WHAT TO PRODUCE.
Your job is to transcribe all the records that follow, excluding any pictures.

LISTED RECORDS.
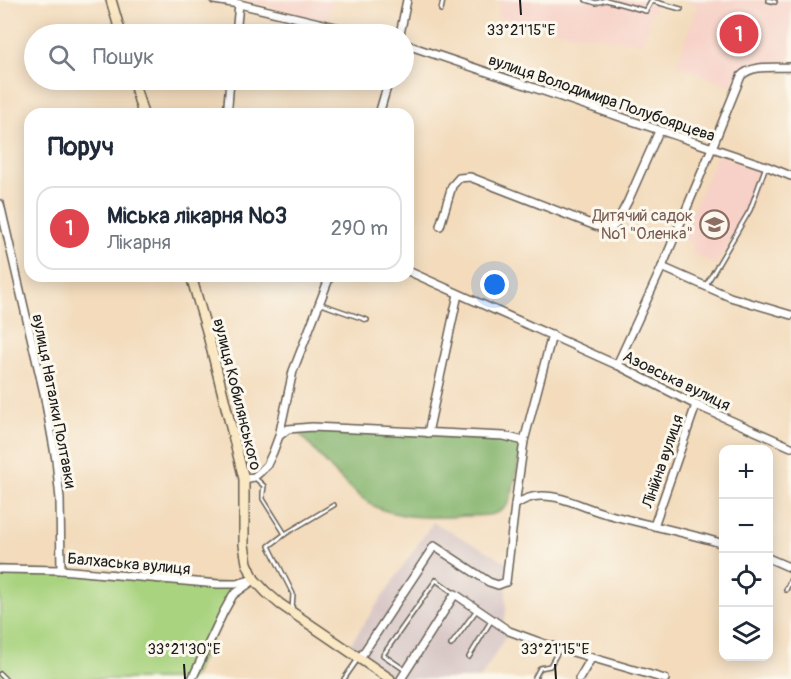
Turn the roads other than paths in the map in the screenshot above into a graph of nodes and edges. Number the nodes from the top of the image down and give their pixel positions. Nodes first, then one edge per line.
1 (111, 0) edge
2 (214, 0) edge
3 (407, 0) edge
4 (443, 0) edge
5 (586, 0) edge
6 (768, 0) edge
7 (652, 1) edge
8 (775, 2) dead end
9 (239, 4) junction
10 (681, 9) dead end
11 (441, 10) dead end
12 (118, 24) edge
13 (237, 24) edge
14 (323, 24) edge
15 (402, 24) edge
16 (414, 47) edge
17 (791, 67) edge
18 (136, 90) edge
19 (229, 90) edge
20 (386, 90) edge
21 (228, 105) dead end
22 (141, 108) edge
23 (381, 108) edge
24 (659, 130) junction
25 (712, 148) junction
26 (766, 166) junction
27 (791, 176) edge
28 (0, 204) edge
29 (440, 226) dead end
30 (662, 267) junction
31 (414, 274) edge
32 (193, 282) edge
33 (328, 282) edge
34 (705, 286) junction
35 (458, 294) junction
36 (319, 303) junction
37 (791, 315) edge
38 (367, 320) dead end
39 (552, 335) junction
40 (617, 365) junction
41 (696, 405) junction
42 (428, 433) junction
43 (279, 436) junction
44 (524, 441) junction
45 (791, 447) edge
46 (249, 478) junction
47 (515, 505) junction
48 (334, 506) dead end
49 (654, 526) junction
50 (285, 534) junction
51 (719, 543) edge
52 (773, 560) edge
53 (791, 568) edge
54 (0, 569) edge
55 (61, 570) junction
56 (254, 579) junction
57 (791, 579) edge
58 (786, 590) dead end
59 (455, 594) junction
60 (477, 609) junction
61 (292, 612) junction
62 (492, 620) junction
63 (451, 645) dead end
64 (560, 648) junction
65 (469, 657) dead end
66 (592, 657) junction
67 (360, 658) junction
68 (406, 671) junction
69 (0, 674) edge
70 (646, 676) edge
71 (5, 679) edge
72 (192, 679) edge
73 (344, 679) edge
74 (390, 679) edge
75 (401, 679) edge
76 (534, 679) edge
77 (579, 679) edge
78 (665, 679) edge

1 - 12 main road
2 - 9 street
3 - 15 street
4 - 11 lane
5 - 7 lane
6 - 8 lane
7 - 10 lane
9 - 13 street
9 - 14 street
16 - 24 street, вулиця Володимира Полубоярцева
17 - 25 street
18 - 22 main road
19 - 21 street
20 - 23 street
24 - 25 street, вулиця Володимира Полубоярцева
24 - 29 street
25 - 26 street, вулиця Володимира Полубоярцева
25 - 30 street
26 - 27 street, вулиця Володимира Полубоярцева
26 - 34 lane
28 - 55 street, вулиця Наталки Полтавки
30 - 34 street
30 - 40 street
31 - 35 street, Азовська вулиця
32 - 46 main road, вулиця Кобилянського
33 - 36 street
34 - 37 street
35 - 39 street, Азовська вулиця
35 - 42 street
36 - 38 lane
36 - 43 street
39 - 40 street, Азовська вулиця
39 - 44 street
40 - 41 street, Азовська вулиця
41 - 45 street, Азовська вулиця
41 - 49 street, Лінійна вулиця
42 - 43 street
42 - 44 street
43 - 46 street
44 - 47 street
46 - 50 lane
46 - 56 main road, вулиця Кобилянського
47 - 49 street, Лінійна вулиця
47 - 67 street
48 - 50 lane
49 - 51 street, Лінійна вулиця
50 - 61 lane
52 - 53 street
54 - 55 street, Балхаська вулиця
55 - 56 street, Балхаська вулиця
56 - 61 main road
56 - 72 street
57 - 58 lane
59 - 60 street
59 - 68 street
59 - 68 lane
60 - 62 street
60 - 63 lane
61 - 67 main road
62 - 64 street
62 - 65 lane
64 - 66 street
64 - 76 lane
66 - 70 street
66 - 77 street
67 - 73 lane
67 - 74 main road
68 - 75 street
69 - 71 lane
70 - 78 street

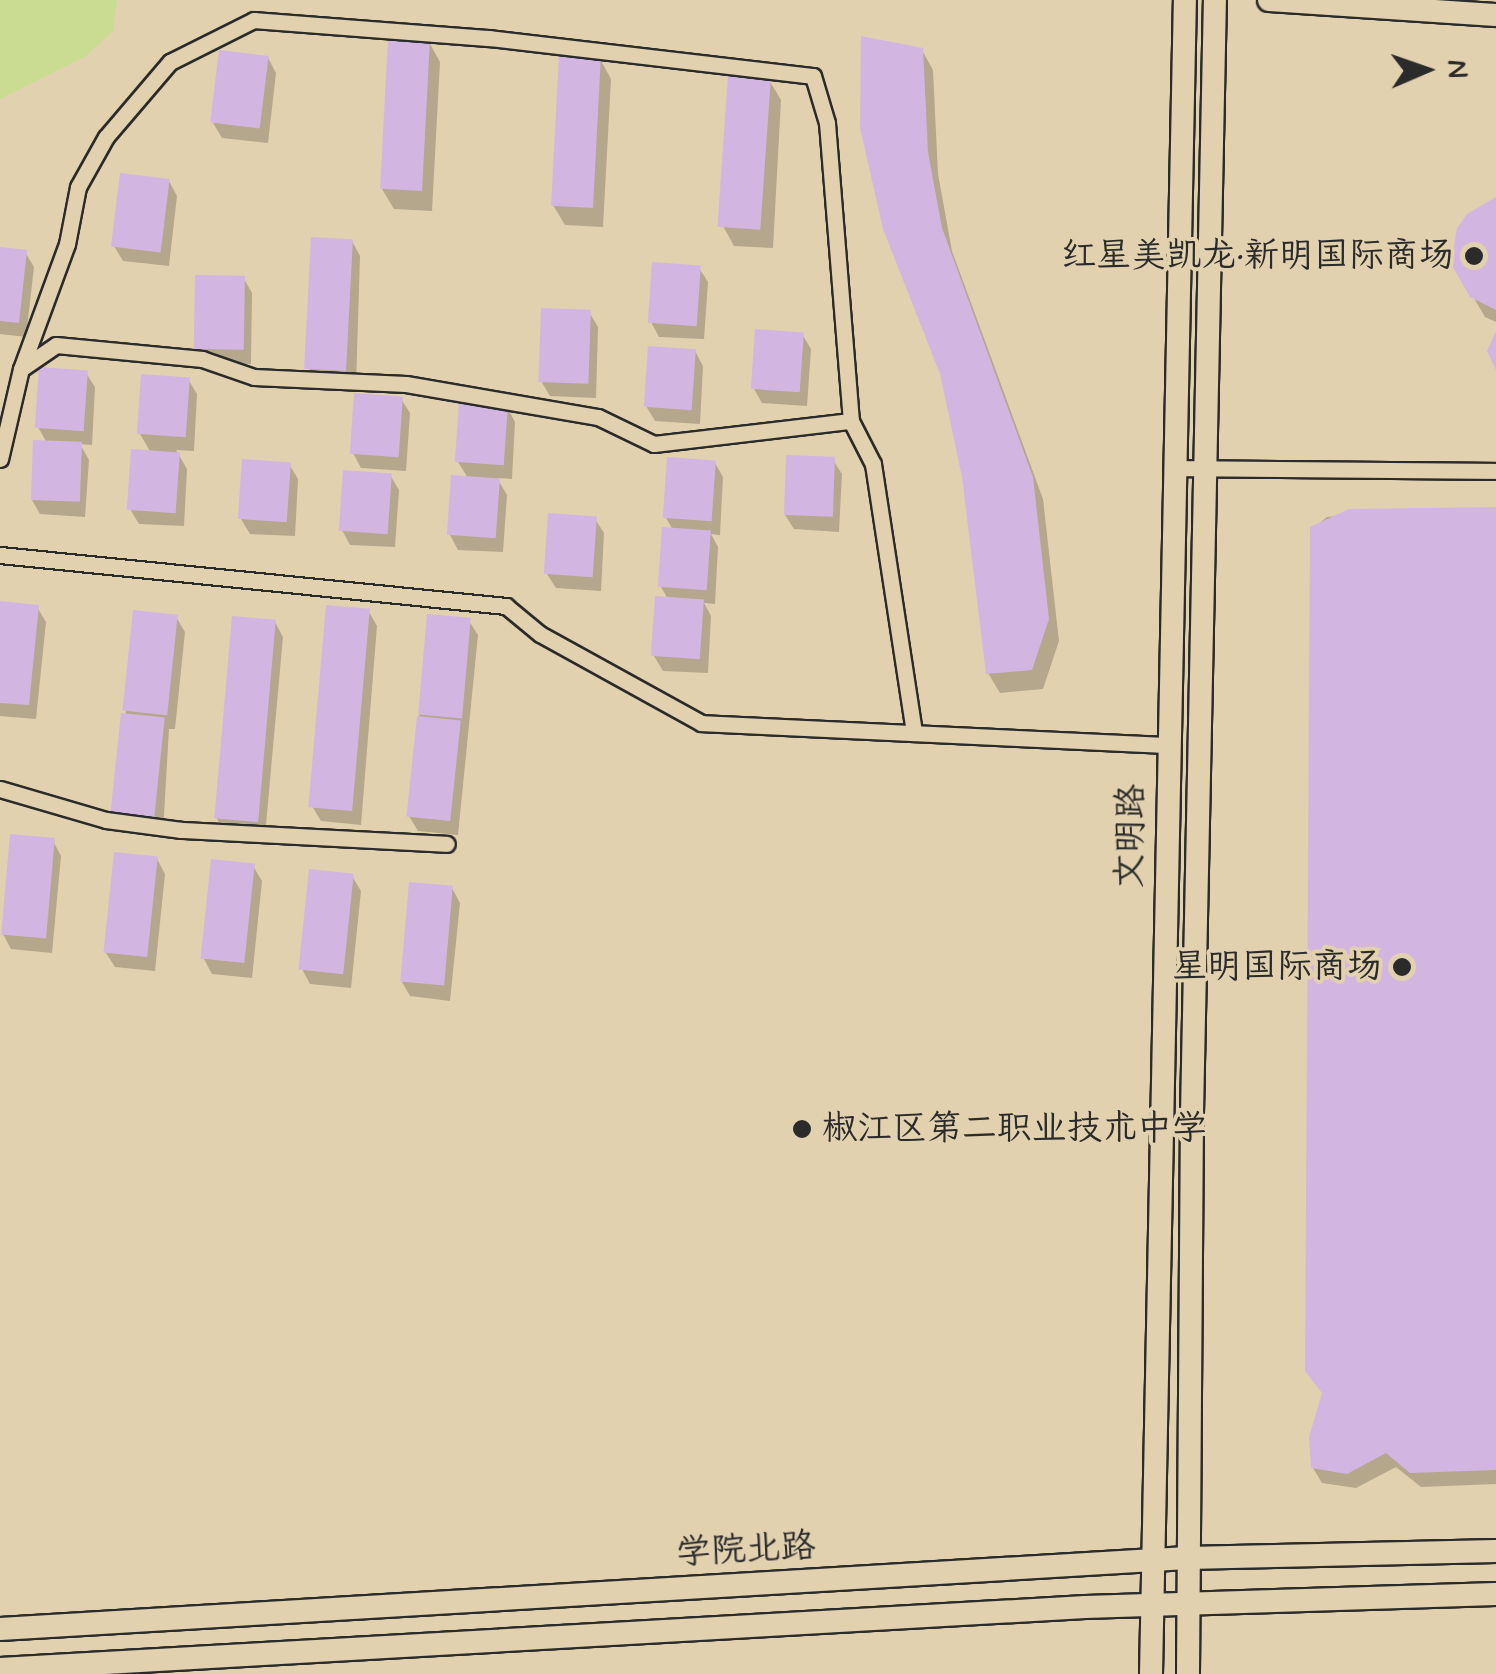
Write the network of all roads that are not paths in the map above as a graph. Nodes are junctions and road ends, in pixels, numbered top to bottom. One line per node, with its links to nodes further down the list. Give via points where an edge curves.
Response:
1 (1185, 0): 5 (main road, 文明路)
2 (1215, 0): 6 (main road, 文明路)
3 (1269, 0): 4 (main road)
4 (1496, 15)
5 (1179, 144): 6 (main road, via 1194,128); 10 (main road, 文明路)
6 (1210, 144): 11 (main road, 文明路)
7 (21, 368): 8 (street, via 56,344 202,359 254,377 406,384 598,416 654,444); 8 (street, via 68,244 78,188 106,137 170,62 254,20 812,76 827,122); 9 (street)
8 (851, 421): 14 (street, via 873,464)
9 (0, 459)
10 (1174, 468): 11 (street); 15 (main road, 文明路)
11 (1204, 469): 12 (street); 19 (main road, 文明路)
12 (1496, 471)
13 (0, 555): 14 (street, via 506,606 540,634 701,722)
14 (914, 733): 15 (street)
15 (1168, 745): 20 (main road, 文明路)
16 (0, 789): 17 (street, via 106,820 181,830)
17 (447, 844)
18 (1496, 1552): 19 (main road, 学院北路)
19 (1187, 1558): 20 (main road, 学院北路); 22 (main road, 文明路)
20 (1153, 1560): 23 (main road, 文明路); 24 (main road, 学院北路)
21 (1496, 1594): 22 (main road)
22 (1189, 1602): 23 (main road); 28 (main road, 文明路)
23 (1152, 1605): 25 (main road); 27 (main road, 文明路)
24 (0, 1630)
25 (174, 1666): 26 (main road)
26 (0, 1669)
27 (1151, 1674)
28 (1188, 1674)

EXERCISE OUTPUT.
Turn the roads other than paths in the map in the screenshot above into a graph of nodes and edges. Number the nodes from the top of the image down and give their pixel positions. Nodes first, then one edge per line.
1 (111, 0) edge
2 (214, 0) edge
3 (407, 0) edge
4 (443, 0) edge
5 (586, 0) edge
6 (768, 0) edge
7 (652, 1) edge
8 (775, 2) dead end
9 (239, 4) junction
10 (681, 9) dead end
11 (441, 10) dead end
12 (118, 24) edge
13 (237, 24) edge
14 (323, 24) edge
15 (402, 24) edge
16 (414, 47) edge
17 (791, 67) edge
18 (136, 90) edge
19 (229, 90) edge
20 (386, 90) edge
21 (228, 105) dead end
22 (141, 108) edge
23 (381, 108) edge
24 (659, 130) junction
25 (712, 148) junction
26 (766, 166) junction
27 (791, 176) edge
28 (0, 204) edge
29 (440, 226) dead end
30 (662, 267) junction
31 (414, 274) edge
32 (193, 282) edge
33 (328, 282) edge
34 (705, 286) junction
35 (458, 294) junction
36 (319, 303) junction
37 (791, 315) edge
38 (367, 320) dead end
39 (552, 335) junction
40 (617, 365) junction
41 (696, 405) junction
42 (428, 433) junction
43 (279, 436) junction
44 (524, 441) junction
45 (791, 447) edge
46 (249, 478) junction
47 (515, 505) junction
48 (334, 506) dead end
49 (654, 526) junction
50 (285, 534) junction
51 (719, 543) edge
52 (773, 560) edge
53 (791, 568) edge
54 (0, 569) edge
55 (61, 570) junction
56 (254, 579) junction
57 (791, 579) edge
58 (786, 590) dead end
59 (455, 594) junction
60 (477, 609) junction
61 (292, 612) junction
62 (492, 620) junction
63 (451, 645) dead end
64 (560, 648) junction
65 (469, 657) dead end
66 (592, 657) junction
67 (360, 658) junction
68 (406, 671) junction
69 (0, 674) edge
70 (646, 676) edge
71 (5, 679) edge
72 (192, 679) edge
73 (344, 679) edge
74 (390, 679) edge
75 (401, 679) edge
76 (534, 679) edge
77 (579, 679) edge
78 (665, 679) edge

1 - 12 main road
2 - 9 street
3 - 15 street
4 - 11 lane
5 - 7 lane
6 - 8 lane
7 - 10 lane
9 - 13 street
9 - 14 street
16 - 24 street, вулиця Володимира Полубоярцева
17 - 25 street
18 - 22 main road
19 - 21 street
20 - 23 street
24 - 25 street, вулиця Володимира Полубоярцева
24 - 29 street
25 - 26 street, вулиця Володимира Полубоярцева
25 - 30 street
26 - 27 street, вулиця Володимира Полубоярцева
26 - 34 lane
28 - 55 street, вулиця Наталки Полтавки
30 - 34 street
30 - 40 street
31 - 35 street, Азовська вулиця
32 - 46 main road, вулиця Кобилянського
33 - 36 street
34 - 37 street
35 - 39 street, Азовська вулиця
35 - 42 street
36 - 38 lane
36 - 43 street
39 - 40 street, Азовська вулиця
39 - 44 street
40 - 41 street, Азовська вулиця
41 - 45 street, Азовська вулиця
41 - 49 street, Лінійна вулиця
42 - 43 street
42 - 44 street
43 - 46 street
44 - 47 street
46 - 50 lane
46 - 56 main road, вулиця Кобилянського
47 - 49 street, Лінійна вулиця
47 - 67 street
48 - 50 lane
49 - 51 street, Лінійна вулиця
50 - 61 lane
52 - 53 street
54 - 55 street, Балхаська вулиця
55 - 56 street, Балхаська вулиця
56 - 61 main road
56 - 72 street
57 - 58 lane
59 - 60 street
59 - 68 street
59 - 68 lane
60 - 62 street
60 - 63 lane
61 - 67 main road
62 - 64 street
62 - 65 lane
64 - 66 street
64 - 76 lane
66 - 70 street
66 - 77 street
67 - 73 lane
67 - 74 main road
68 - 75 street
69 - 71 lane
70 - 78 street

Write the network of all roads that are not paths in the map above as a graph. Nodes are junctions and road ends, in pixels, numbered top to bottom. One line per node, with its links to nodes further down the list. Give via points where an edge curves.
Response:
1 (1185, 0): 5 (main road, 文明路)
2 (1215, 0): 6 (main road, 文明路)
3 (1269, 0): 4 (main road)
4 (1496, 15)
5 (1179, 144): 6 (main road, via 1194,128); 10 (main road, 文明路)
6 (1210, 144): 11 (main road, 文明路)
7 (21, 368): 8 (street, via 56,344 202,359 254,377 406,384 598,416 654,444); 8 (street, via 68,244 78,188 106,137 170,62 254,20 812,76 827,122); 9 (street)
8 (851, 421): 14 (street, via 873,464)
9 (0, 459)
10 (1174, 468): 11 (street); 15 (main road, 文明路)
11 (1204, 469): 12 (street); 19 (main road, 文明路)
12 (1496, 471)
13 (0, 555): 14 (street, via 506,606 540,634 701,722)
14 (914, 733): 15 (street)
15 (1168, 745): 20 (main road, 文明路)
16 (0, 789): 17 (street, via 106,820 181,830)
17 (447, 844)
18 (1496, 1552): 19 (main road, 学院北路)
19 (1187, 1558): 20 (main road, 学院北路); 22 (main road, 文明路)
20 (1153, 1560): 23 (main road, 文明路); 24 (main road, 学院北路)
21 (1496, 1594): 22 (main road)
22 (1189, 1602): 23 (main road); 28 (main road, 文明路)
23 (1152, 1605): 25 (main road); 27 (main road, 文明路)
24 (0, 1630)
25 (174, 1666): 26 (main road)
26 (0, 1669)
27 (1151, 1674)
28 (1188, 1674)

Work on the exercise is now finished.